Gli italiani? Popolo di risparmiatori. Nel mondo ci giochiamo con i giapponesi la supremazia mondiale nella classifica di chi accantona di più. È un primato che resiste nel tempo. Soltanto negli anni immediatamente successivi alla crisi degli anni 2011-2012 si era registrato un leggero rallentamento. Ma già a partire dal 2017, come ha rilevato uno studio condotto da Banca d’Italia e Istat nel maggio di quest’anno, la ricchezza privata è ritornata a crescere.
Le cifre contenute nella ricerca sono eloquenti. Le famiglie italiane a fine 2017 disponevano complessivamente di 9.743 miliardi di euro, un livello che vale ben otto volte il reddito disponibile delle stesse famiglie. Come dire che nel tempo è stato accantonato molto più di quanto si è speso in consumi. Ovviamente, come in tutte le statistiche, si tratta di valori medi. Ciò non toglie che il fenomeno esista e che vada analizzato.
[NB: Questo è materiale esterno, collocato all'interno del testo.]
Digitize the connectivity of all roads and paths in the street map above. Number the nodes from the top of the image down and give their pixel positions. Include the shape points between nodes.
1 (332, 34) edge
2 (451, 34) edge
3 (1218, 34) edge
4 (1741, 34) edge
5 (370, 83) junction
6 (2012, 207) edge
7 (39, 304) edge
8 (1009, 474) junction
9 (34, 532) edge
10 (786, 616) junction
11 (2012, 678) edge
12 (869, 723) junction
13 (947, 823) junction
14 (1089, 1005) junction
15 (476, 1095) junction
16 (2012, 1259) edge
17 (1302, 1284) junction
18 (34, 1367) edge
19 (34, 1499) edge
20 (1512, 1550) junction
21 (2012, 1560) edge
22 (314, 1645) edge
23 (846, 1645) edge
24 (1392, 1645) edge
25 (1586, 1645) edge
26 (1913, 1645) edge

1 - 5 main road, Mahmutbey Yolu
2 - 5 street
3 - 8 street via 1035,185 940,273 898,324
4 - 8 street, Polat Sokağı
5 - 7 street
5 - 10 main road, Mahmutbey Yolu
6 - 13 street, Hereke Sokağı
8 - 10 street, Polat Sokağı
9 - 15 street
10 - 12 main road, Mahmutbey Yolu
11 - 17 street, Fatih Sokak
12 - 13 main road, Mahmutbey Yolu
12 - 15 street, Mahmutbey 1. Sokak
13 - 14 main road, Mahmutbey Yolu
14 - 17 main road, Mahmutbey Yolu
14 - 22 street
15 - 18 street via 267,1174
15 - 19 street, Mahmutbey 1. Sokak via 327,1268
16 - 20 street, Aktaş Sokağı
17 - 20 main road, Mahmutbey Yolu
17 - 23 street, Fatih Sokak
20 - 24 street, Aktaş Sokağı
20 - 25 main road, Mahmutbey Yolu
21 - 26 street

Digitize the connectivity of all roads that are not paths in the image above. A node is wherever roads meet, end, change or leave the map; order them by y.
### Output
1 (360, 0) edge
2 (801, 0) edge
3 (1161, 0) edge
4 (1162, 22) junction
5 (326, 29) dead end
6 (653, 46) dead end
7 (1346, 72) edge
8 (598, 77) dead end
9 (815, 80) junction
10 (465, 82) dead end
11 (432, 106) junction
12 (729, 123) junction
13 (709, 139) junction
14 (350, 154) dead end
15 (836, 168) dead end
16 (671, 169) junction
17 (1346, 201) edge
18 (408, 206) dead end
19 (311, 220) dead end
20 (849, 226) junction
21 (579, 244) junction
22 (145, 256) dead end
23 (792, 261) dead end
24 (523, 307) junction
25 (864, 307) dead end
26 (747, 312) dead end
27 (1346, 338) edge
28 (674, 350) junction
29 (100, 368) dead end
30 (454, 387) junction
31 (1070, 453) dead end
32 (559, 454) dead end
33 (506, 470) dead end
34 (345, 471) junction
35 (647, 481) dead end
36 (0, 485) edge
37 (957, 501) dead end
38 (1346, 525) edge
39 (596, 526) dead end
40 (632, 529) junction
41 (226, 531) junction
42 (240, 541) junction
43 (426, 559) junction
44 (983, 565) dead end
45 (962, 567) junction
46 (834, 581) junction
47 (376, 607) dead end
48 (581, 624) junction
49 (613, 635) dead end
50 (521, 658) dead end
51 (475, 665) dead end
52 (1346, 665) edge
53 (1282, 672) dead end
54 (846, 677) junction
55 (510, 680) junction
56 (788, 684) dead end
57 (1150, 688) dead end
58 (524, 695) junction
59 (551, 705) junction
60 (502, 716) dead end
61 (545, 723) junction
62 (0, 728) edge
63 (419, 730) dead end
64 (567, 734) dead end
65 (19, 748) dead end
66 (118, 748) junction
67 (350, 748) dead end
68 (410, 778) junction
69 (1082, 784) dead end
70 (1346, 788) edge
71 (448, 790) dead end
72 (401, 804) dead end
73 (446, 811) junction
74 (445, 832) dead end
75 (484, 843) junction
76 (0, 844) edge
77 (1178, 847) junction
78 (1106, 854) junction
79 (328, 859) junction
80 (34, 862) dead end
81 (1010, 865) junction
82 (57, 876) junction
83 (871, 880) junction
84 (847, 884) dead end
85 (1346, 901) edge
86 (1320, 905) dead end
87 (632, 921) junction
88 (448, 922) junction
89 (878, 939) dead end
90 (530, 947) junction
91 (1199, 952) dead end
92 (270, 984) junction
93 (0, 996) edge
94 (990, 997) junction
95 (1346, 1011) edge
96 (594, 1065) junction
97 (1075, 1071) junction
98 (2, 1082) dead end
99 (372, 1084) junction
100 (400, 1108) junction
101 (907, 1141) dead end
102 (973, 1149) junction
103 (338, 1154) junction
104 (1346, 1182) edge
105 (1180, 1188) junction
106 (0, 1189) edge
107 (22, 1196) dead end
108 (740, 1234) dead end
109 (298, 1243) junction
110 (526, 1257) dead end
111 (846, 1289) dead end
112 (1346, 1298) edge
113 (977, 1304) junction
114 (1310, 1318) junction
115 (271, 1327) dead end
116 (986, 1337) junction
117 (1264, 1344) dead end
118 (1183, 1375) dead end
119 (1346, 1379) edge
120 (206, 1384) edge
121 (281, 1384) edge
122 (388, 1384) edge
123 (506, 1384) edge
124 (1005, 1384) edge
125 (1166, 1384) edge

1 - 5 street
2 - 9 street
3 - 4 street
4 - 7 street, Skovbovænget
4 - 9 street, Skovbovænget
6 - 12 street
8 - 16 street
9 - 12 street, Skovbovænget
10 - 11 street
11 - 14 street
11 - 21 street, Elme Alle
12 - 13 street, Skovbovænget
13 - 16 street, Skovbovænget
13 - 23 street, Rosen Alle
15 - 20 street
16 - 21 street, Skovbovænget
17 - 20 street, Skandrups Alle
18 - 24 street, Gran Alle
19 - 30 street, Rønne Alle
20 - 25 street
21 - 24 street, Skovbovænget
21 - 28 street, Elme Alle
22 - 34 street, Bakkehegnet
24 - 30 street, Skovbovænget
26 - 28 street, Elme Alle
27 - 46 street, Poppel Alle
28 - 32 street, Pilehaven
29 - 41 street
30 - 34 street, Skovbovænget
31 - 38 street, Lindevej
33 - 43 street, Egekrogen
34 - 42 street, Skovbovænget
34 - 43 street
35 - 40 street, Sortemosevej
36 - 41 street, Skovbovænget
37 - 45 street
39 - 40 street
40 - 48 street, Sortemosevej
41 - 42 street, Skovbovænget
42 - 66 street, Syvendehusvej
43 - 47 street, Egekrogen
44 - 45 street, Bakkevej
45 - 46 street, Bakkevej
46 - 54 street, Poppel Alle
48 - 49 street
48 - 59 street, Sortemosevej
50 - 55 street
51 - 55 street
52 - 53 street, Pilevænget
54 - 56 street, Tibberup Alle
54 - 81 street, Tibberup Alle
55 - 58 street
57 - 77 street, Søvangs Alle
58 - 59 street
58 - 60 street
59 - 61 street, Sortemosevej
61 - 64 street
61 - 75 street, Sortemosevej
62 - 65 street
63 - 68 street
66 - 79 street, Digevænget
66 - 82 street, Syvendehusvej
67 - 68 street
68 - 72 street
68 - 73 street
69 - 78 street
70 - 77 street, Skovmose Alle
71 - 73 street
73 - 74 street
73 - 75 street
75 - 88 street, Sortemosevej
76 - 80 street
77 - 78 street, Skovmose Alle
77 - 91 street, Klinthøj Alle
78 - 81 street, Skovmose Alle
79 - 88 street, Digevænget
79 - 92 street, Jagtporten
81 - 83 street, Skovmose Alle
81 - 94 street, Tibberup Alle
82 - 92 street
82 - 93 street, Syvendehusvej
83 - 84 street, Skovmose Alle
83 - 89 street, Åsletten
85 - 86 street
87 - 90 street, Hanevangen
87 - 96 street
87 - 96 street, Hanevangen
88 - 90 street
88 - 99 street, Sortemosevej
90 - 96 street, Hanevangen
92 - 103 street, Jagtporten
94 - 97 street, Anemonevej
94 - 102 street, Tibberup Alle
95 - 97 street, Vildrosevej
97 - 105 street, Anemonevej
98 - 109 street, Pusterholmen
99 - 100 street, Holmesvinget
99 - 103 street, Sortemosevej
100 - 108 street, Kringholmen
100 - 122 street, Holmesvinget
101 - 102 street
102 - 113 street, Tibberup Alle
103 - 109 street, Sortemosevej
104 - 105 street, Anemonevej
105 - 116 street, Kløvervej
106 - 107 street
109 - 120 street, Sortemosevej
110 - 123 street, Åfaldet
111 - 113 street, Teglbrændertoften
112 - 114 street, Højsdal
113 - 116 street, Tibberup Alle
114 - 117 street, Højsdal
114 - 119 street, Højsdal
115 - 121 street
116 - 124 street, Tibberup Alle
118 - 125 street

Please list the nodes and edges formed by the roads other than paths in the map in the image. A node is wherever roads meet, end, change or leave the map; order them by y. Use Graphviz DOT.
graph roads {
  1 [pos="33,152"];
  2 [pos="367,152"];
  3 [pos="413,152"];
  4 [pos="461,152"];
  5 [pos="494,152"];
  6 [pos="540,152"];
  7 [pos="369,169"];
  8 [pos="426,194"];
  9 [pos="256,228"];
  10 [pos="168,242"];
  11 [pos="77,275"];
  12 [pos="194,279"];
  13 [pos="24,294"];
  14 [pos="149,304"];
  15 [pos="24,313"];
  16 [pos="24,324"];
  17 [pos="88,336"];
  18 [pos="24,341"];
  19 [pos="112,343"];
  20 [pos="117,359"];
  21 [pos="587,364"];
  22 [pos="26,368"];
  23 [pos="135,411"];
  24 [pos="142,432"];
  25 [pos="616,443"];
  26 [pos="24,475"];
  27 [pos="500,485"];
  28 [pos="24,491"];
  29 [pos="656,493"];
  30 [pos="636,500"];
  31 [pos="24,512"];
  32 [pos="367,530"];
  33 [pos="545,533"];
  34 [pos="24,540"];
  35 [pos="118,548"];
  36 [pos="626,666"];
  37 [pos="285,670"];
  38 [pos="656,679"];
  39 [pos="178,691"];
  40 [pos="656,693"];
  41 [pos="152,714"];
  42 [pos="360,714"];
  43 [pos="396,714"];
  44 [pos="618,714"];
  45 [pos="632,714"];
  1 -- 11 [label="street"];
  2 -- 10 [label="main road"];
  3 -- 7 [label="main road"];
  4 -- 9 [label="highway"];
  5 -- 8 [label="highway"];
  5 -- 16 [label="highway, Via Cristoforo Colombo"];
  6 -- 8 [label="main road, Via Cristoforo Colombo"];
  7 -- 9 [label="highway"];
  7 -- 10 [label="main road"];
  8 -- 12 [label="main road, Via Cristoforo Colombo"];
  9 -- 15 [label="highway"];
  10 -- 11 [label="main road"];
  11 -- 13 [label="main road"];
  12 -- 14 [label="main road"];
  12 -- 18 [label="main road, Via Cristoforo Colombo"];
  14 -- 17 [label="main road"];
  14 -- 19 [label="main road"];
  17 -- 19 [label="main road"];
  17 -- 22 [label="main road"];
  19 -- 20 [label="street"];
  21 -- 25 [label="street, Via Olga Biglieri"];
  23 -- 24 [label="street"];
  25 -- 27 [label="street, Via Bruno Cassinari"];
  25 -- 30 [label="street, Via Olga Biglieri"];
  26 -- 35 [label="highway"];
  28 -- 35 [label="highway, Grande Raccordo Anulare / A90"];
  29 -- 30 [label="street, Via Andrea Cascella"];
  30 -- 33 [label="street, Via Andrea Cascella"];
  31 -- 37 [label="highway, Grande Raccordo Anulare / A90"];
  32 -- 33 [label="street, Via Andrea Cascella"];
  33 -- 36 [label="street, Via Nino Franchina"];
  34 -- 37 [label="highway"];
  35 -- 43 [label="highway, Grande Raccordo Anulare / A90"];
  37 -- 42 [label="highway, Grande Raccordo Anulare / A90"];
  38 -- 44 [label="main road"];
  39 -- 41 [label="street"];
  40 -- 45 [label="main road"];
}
Premesso che le abitazioni rappresentano la principale forma di investimento delle famiglie (per 5.246 miliardi di euro, più della metà della ricchezza lorda), dove vanno a finire i risparmi degli italiani? Se togliamo il valore delle case, magari diminuito delle rate di mutuo ancora da pagare e delle altre passività (che sono inferiori, rispetto agli altri Paesi industrializzati, in rapporto al reddito), resta una cifra che supera ampiamente i 4.000 miliardi di euro.
Sempre secondo lo studio Bankitalia-Istat, la somma delle attività esclusivamente finanziarie (vale a dire i conti correnti bancari e le varie forme di investimento, dai buoni postali ai fondi comuni, dalle azioni alle obbligazioni) arrivava a fine 2017 a ben 4.374 miliardi di euro, in crescita rispetto all’anno precedente. La loro incidenza sulla ricchezza netta complessiva, precisano i ricercatori, “è risultata tuttavia inferiore a quella registrata in altre economie”. Come dire che gli italiani continuano sì a creare risparmio, ma non lo investono nelle attività produttive. Significativo è in proposito il dato relativo ai capitali depositati sui conti correnti. In questo caso è l’Abi, l’associazione delle banche, a quantificarli in 1.400 miliardi di euro a fine 2017, saliti a 1.500 nel 2018.
Che cosa spinge gli italiani a tenere immobilizzata una somma di denaro così alta (oltre tutto non remunerata)? Un eccesso di prudenza. O, se vogliamo, una carenza di fiducia. E qui dovrebbe essere la politica a intervenire. Ma questa è un’altra storia.